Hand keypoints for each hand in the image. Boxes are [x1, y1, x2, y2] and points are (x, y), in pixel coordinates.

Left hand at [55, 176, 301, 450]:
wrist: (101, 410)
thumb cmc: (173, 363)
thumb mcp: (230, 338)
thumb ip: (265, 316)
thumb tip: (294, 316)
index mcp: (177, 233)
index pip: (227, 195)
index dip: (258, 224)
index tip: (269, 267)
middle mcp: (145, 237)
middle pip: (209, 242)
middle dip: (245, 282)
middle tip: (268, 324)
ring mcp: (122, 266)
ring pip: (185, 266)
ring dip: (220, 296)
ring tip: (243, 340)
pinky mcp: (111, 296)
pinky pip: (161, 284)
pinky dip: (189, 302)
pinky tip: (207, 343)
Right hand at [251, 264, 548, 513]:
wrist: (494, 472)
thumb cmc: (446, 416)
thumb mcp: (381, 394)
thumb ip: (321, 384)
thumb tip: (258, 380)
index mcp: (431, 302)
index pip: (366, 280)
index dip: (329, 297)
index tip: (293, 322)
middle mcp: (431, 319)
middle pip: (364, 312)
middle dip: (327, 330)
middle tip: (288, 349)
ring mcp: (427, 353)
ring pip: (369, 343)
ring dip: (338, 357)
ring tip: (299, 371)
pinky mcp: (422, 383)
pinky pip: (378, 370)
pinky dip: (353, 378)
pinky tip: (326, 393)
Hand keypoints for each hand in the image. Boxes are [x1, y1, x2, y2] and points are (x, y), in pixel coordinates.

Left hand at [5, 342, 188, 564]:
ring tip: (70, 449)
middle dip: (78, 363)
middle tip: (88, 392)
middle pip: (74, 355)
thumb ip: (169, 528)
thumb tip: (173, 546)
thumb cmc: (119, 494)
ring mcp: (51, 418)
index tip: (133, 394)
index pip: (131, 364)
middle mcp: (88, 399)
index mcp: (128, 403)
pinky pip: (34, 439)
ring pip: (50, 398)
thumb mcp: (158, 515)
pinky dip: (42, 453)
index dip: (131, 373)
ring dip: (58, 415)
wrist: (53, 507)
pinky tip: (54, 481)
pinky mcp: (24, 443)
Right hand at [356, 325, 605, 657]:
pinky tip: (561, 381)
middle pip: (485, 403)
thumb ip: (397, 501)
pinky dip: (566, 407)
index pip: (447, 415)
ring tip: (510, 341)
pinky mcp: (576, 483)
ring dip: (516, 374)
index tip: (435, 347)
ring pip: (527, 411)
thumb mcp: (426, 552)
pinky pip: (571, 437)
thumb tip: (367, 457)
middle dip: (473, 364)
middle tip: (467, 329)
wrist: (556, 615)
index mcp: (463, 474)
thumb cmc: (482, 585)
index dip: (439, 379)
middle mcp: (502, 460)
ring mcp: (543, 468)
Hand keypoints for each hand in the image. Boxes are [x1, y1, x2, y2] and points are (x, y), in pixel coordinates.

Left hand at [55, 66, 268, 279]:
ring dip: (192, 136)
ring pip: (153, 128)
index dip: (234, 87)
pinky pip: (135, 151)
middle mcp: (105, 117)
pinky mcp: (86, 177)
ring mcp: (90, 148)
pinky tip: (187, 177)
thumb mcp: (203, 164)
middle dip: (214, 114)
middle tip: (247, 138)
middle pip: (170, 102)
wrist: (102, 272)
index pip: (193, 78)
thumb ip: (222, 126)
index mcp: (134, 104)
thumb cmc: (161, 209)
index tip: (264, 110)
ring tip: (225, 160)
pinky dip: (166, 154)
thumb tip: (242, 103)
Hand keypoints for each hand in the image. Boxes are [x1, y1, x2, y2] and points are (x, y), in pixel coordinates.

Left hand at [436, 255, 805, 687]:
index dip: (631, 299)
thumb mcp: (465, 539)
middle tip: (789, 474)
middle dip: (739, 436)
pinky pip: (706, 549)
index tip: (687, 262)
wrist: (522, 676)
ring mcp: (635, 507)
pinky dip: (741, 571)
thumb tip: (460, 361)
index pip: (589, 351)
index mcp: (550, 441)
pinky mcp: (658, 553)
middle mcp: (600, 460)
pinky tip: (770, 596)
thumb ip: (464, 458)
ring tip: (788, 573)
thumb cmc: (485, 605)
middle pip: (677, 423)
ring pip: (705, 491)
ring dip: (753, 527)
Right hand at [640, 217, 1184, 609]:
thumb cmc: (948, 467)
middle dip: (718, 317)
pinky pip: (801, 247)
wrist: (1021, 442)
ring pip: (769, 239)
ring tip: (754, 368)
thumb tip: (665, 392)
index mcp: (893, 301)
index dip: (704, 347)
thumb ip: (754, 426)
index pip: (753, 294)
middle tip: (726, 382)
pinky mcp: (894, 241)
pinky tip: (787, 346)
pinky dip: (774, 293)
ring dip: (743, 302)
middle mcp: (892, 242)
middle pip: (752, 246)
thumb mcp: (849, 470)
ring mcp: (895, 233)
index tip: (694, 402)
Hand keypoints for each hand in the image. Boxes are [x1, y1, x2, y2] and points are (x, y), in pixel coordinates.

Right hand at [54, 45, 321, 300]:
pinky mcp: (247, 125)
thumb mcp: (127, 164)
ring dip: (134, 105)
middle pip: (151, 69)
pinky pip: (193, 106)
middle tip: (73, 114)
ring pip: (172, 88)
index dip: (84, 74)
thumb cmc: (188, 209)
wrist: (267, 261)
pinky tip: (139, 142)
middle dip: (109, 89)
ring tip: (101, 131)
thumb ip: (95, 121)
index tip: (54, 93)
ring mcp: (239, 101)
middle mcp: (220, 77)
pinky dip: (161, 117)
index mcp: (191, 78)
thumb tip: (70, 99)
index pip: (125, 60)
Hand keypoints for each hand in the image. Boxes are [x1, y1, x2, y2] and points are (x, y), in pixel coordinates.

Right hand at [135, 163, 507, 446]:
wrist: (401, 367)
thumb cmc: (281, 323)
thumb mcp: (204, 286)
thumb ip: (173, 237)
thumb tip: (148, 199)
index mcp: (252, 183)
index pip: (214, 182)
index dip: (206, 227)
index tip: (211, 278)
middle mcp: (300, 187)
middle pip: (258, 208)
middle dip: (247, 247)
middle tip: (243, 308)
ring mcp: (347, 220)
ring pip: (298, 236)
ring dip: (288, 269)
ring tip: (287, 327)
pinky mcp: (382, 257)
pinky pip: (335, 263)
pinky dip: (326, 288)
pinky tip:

--

Problem:
Copy verbatim, from the listing above, each line from the one containing "thumb cmc: (161, 209)" down to the one containing "index mcp: (550, 441)", inclusive.

Written answer:
thumb cmc: (161, 209)
index tip: (264, 110)
ring tip: (225, 160)
pinky dip: (166, 154)
thumb tip: (242, 103)
Hand keypoints for each hand in the image. Boxes are [x1, y1, x2, y2] and points are (x, y), in pixel coordinates.

Left hand at [436, 255, 805, 687]:
index dip: (631, 299)
thumb mcp: (465, 539)
middle tip: (789, 474)
middle dip: (739, 436)
pinky pip: (706, 549)
index tip: (687, 262)
wrist: (522, 676)
ring mcp: (635, 507)
pinky dip: (741, 571)
thumb tip: (460, 361)
index pip: (589, 351)
index mcp: (550, 441)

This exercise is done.